Let's try to make sense of Connor Hellebuyck's playoff struggles


Goaltending is more mental than physical, and Connor Hellebuyck of the Winnipeg Jets might provide the best example.

He’s long been a positive example, becoming one of the best in goal despite not being the most flexible or athletically gifted. His super-processor of a brain and his ability to diagnose plays as they unfold make him special. At his best, it’s as if Hellebuyck sees into the future and positions himself perfectly for the shot that only he sees coming.

Lately, he’s been an example for how the mental side of goaltending can go wrong.

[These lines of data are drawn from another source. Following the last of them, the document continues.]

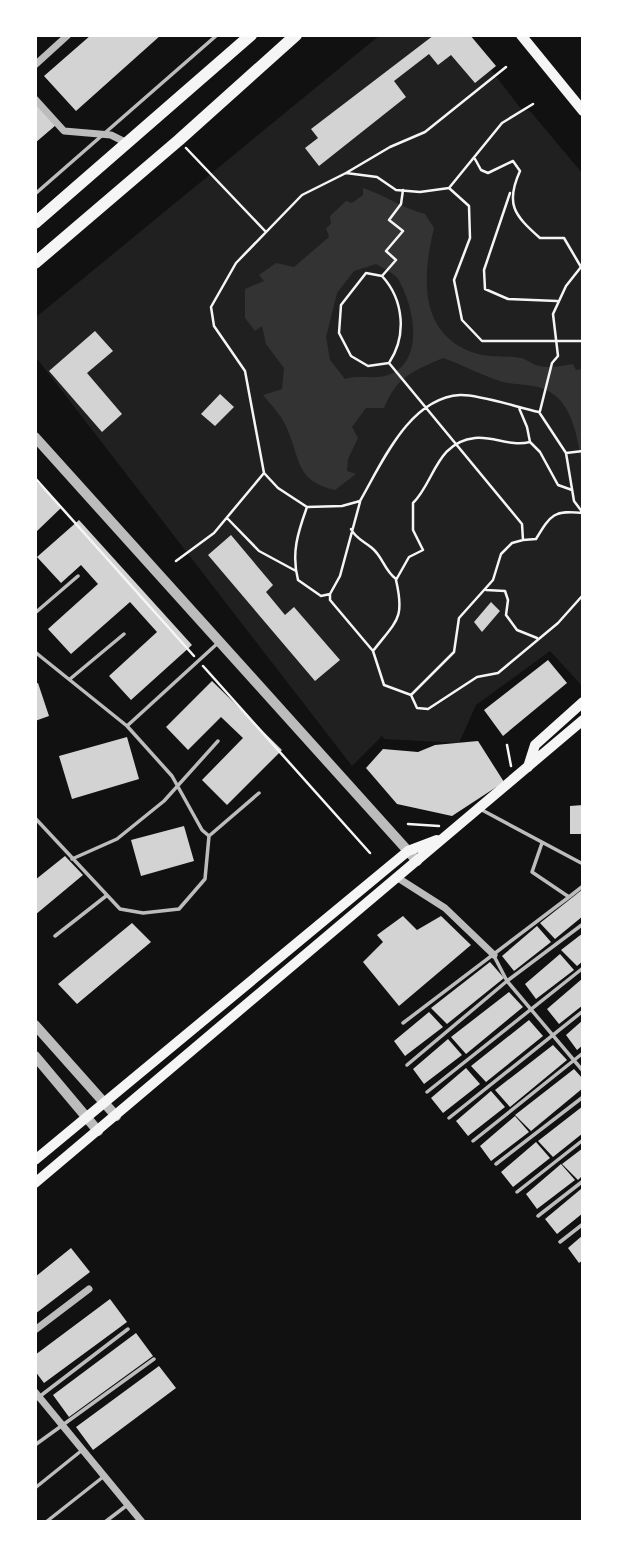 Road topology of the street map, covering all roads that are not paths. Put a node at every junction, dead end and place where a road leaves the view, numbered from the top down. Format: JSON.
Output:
{"nodes":[{"id":1,"x":68,"y":35,"type":"edge"},
{"id":2,"x":217,"y":35,"type":"edge"},
{"id":3,"x":251,"y":35,"type":"edge"},
{"id":4,"x":296,"y":35,"type":"edge"},
{"id":5,"x":521,"y":35,"type":"edge"},
{"id":6,"x":35,"y":65,"type":"edge"},
{"id":7,"x":35,"y":99,"type":"edge"},
{"id":8,"x":583,"y":111,"type":"edge"},
{"id":9,"x":104,"y":135,"type":"junction"},
{"id":10,"x":127,"y":143,"type":"junction"},
{"id":11,"x":35,"y":194,"type":"edge"},
{"id":12,"x":35,"y":223,"type":"edge"},
{"id":13,"x":35,"y":262,"type":"edge"},
{"id":14,"x":35,"y":437,"type":"edge"},
{"id":15,"x":78,"y":576,"type":"dead end"},
{"id":16,"x":35,"y":613,"type":"edge"},
{"id":17,"x":124,"y":634,"type":"dead end"},
{"id":18,"x":219,"y":641,"type":"junction"},
{"id":19,"x":35,"y":652,"type":"edge"},
{"id":20,"x":70,"y":679,"type":"junction"},
{"id":21,"x":583,"y":702,"type":"edge"},
{"id":22,"x":583,"y":720,"type":"edge"},
{"id":23,"x":127,"y":726,"type":"junction"},
{"id":24,"x":218,"y":741,"type":"dead end"},
{"id":25,"x":528,"y":767,"type":"junction"},
{"id":26,"x":176,"y":785,"type":"junction"},
{"id":27,"x":259,"y":793,"type":"dead end"},
{"id":28,"x":481,"y":809,"type":"junction"},
{"id":29,"x":35,"y":818,"type":"edge"},
{"id":30,"x":40,"y":825,"type":"junction"},
{"id":31,"x":35,"y":829,"type":"edge"},
{"id":32,"x":209,"y":836,"type":"junction"},
{"id":33,"x":447,"y":836,"type":"junction"},
{"id":34,"x":542,"y":842,"type":"junction"},
{"id":35,"x":408,"y":851,"type":"junction"},
{"id":36,"x":72,"y":859,"type":"junction"},
{"id":37,"x":418,"y":861,"type":"junction"},
{"id":38,"x":583,"y":864,"type":"edge"},
{"id":39,"x":398,"y":877,"type":"junction"},
{"id":40,"x":583,"y":886,"type":"edge"},
{"id":41,"x":106,"y":895,"type":"junction"},
{"id":42,"x":569,"y":897,"type":"junction"},
{"id":43,"x":583,"y":924,"type":"edge"},
{"id":44,"x":55,"y":936,"type":"dead end"},
{"id":45,"x":494,"y":954,"type":"junction"},
{"id":46,"x":583,"y":968,"type":"edge"},
{"id":47,"x":507,"y":981,"type":"junction"},
{"id":48,"x":530,"y":1010,"type":"junction"},
{"id":49,"x":583,"y":1011,"type":"edge"},
{"id":50,"x":403,"y":1023,"type":"dead end"},
{"id":51,"x":35,"y":1025,"type":"edge"},
{"id":52,"x":552,"y":1036,"type":"junction"},
{"id":53,"x":583,"y":1053,"type":"edge"},
{"id":54,"x":35,"y":1056,"type":"edge"},
{"id":55,"x":574,"y":1060,"type":"junction"},
{"id":56,"x":407,"y":1065,"type":"dead end"},
{"id":57,"x":583,"y":1071,"type":"edge"},
{"id":58,"x":427,"y":1093,"type":"dead end"},
{"id":59,"x":583,"y":1097,"type":"edge"},
{"id":60,"x":102,"y":1103,"type":"junction"},
{"id":61,"x":117,"y":1116,"type":"junction"},
{"id":62,"x":88,"y":1117,"type":"junction"},
{"id":63,"x":449,"y":1118,"type":"dead end"},
{"id":64,"x":98,"y":1130,"type":"junction"},
{"id":65,"x":583,"y":1140,"type":"edge"},
{"id":66,"x":474,"y":1141,"type":"dead end"},
{"id":67,"x":35,"y":1160,"type":"edge"},
{"id":68,"x":496,"y":1164,"type":"dead end"},
{"id":69,"x":583,"y":1181,"type":"edge"},
{"id":70,"x":35,"y":1183,"type":"edge"},
{"id":71,"x":517,"y":1192,"type":"dead end"},
{"id":72,"x":538,"y":1216,"type":"dead end"},
{"id":73,"x":583,"y":1224,"type":"edge"},
{"id":74,"x":560,"y":1242,"type":"dead end"},
{"id":75,"x":89,"y":1289,"type":"dead end"},
{"id":76,"x":128,"y":1329,"type":"dead end"},
{"id":77,"x":35,"y":1331,"type":"edge"},
{"id":78,"x":154,"y":1359,"type":"dead end"},
{"id":79,"x":36,"y":1396,"type":"edge"},
{"id":80,"x":62,"y":1424,"type":"junction"},
{"id":81,"x":35,"y":1445,"type":"edge"},
{"id":82,"x":83,"y":1450,"type":"junction"},
{"id":83,"x":104,"y":1476,"type":"junction"},
{"id":84,"x":35,"y":1488,"type":"edge"},
{"id":85,"x":128,"y":1505,"type":"junction"},
{"id":86,"x":46,"y":1522,"type":"edge"},
{"id":87,"x":105,"y":1522,"type":"edge"},
{"id":88,"x":142,"y":1522,"type":"edge"}],
"edges":[{"from":1,"to":6,"type":"street"},
{"from":2,"to":9,"type":"lane"},
{"from":3,"to":10,"type":"main road"},
{"from":4,"to":13,"type":"main road"},
{"from":5,"to":8,"type":"main road"},
{"from":7,"to":9,"type":"street"},
{"from":9,"to":10,"type":"street"},
{"from":9,"to":11,"type":"lane"},
{"from":10,"to":12,"type":"main road"},
{"from":14,"to":18,"type":"street"},
{"from":15,"to":16,"type":"lane"},
{"from":17,"to":20,"type":"lane"},
{"from":18,"to":23,"type":"lane"},
{"from":18,"to":35,"type":"street"},
{"from":19,"to":20,"type":"lane"},
{"from":20,"to":23,"type":"lane"},
{"from":21,"to":25,"type":"main road"},
{"from":22,"to":25,"type":"main road"},
{"from":23,"to":26,"type":"lane"},
{"from":24,"to":26,"type":"lane"},
{"from":25,"to":28,"type":"main road"},
{"from":26,"to":32,"type":"lane"},
{"from":26,"to":36,"type":"lane"},
{"from":27,"to":32,"type":"lane"},
{"from":28,"to":33,"type":"main road"},
{"from":28,"to":34,"type":"lane"},
{"from":29,"to":30,"type":"lane"},
{"from":30,"to":31,"type":"lane"},
{"from":30,"to":36,"type":"lane"},
{"from":32,"to":41,"type":"lane"},
{"from":33,"to":35,"type":"main road"},
{"from":33,"to":37,"type":"main road"},
{"from":34,"to":38,"type":"lane"},
{"from":34,"to":42,"type":"lane"},
{"from":35,"to":37,"type":"street"},
{"from":35,"to":60,"type":"main road"},
{"from":36,"to":41,"type":"lane"},
{"from":37,"to":39,"type":"main road"},
{"from":39,"to":45,"type":"street"},
{"from":39,"to":61,"type":"main road"},
{"from":40,"to":42,"type":"lane"},
{"from":41,"to":44,"type":"lane"},
{"from":42,"to":45,"type":"lane"},
{"from":43,"to":47,"type":"lane"},
{"from":45,"to":47,"type":"lane"},
{"from":45,"to":50,"type":"lane"},
{"from":46,"to":48,"type":"lane"},
{"from":47,"to":48,"type":"lane"},
{"from":47,"to":56,"type":"lane"},
{"from":48,"to":52,"type":"lane"},
{"from":48,"to":58,"type":"lane"},
{"from":49,"to":52,"type":"lane"},
{"from":51,"to":60,"type":"street"},
{"from":52,"to":55,"type":"lane"},
{"from":52,"to":63,"type":"lane"},
{"from":53,"to":55,"type":"lane"},
{"from":54,"to":62,"type":"street"},
{"from":55,"to":57,"type":"lane"},
{"from":55,"to":66,"type":"lane"},
{"from":59,"to":68,"type":"lane"},
{"from":60,"to":61,"type":"street"},
{"from":60,"to":62,"type":"main road"},
{"from":61,"to":64,"type":"main road"},
{"from":62,"to":64,"type":"street"},
{"from":62,"to":67,"type":"main road"},
{"from":64,"to":70,"type":"main road"},
{"from":65,"to":71,"type":"lane"},
{"from":69,"to":72,"type":"lane"},
{"from":73,"to":74,"type":"lane"},
{"from":75,"to":77,"type":"street"},
{"from":76,"to":79,"type":"lane"},
{"from":78,"to":80,"type":"lane"},
{"from":79,"to":80,"type":"street"},
{"from":80,"to":81,"type":"lane"},
{"from":80,"to":82,"type":"street"},
{"from":82,"to":83,"type":"street"},
{"from":82,"to":84,"type":"lane"},
{"from":83,"to":85,"type":"street"},
{"from":83,"to":86,"type":"lane"},
{"from":85,"to":87,"type":"lane"},
{"from":85,"to":88,"type":"street"}]}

For the third consecutive year, Hellebuyck has struggled mightily in the playoffs following a brilliant regular season. He and the Jets escaped the first round after a double-overtime win over St. Louis in Game 7, but Winnipeg will need a much better version of Hellebuyck to beat the Dallas Stars in Round 2.

It’s all but a certainty that Hellebuyck will win his third Vezina Trophy next month. His save percentage of .830 this postseason would be the worst by that year’s Vezina winner since 1996, and the second-worst in the 42 years since the award was voted on.

Worst playoff save % in Vezina year

Year Vezina Winner Playoff Save %

1995-96

Jim Carey

.744

2024-25

Connor Hellebuyck

.830

1999-00

Olaf Kolzig

.845

2018-19

Andrei Vasilevskiy

.856

1994-95

Dominik Hasek

.863

1983-84

Tom Barrasso

.864

1992-93

Ed Belfour

.866

2023-24

Connor Hellebuyck

.870

1982-83

Pete Peeters

.873

2016-17

Sergei Bobrovsky

.882

Hellebuyck’s -9.82 goals saved above expected ranks last in these playoffs and is the third-worst mark by any goalie in a single postseason since the stat was tracked in 2007.

What is going on? Why does this generation’s most consistent netminder suddenly lose his mojo when the postseason arrives? With a series win under his belt, and the pressure to be perfect lifted, will he finally return to the form we’re used to seeing?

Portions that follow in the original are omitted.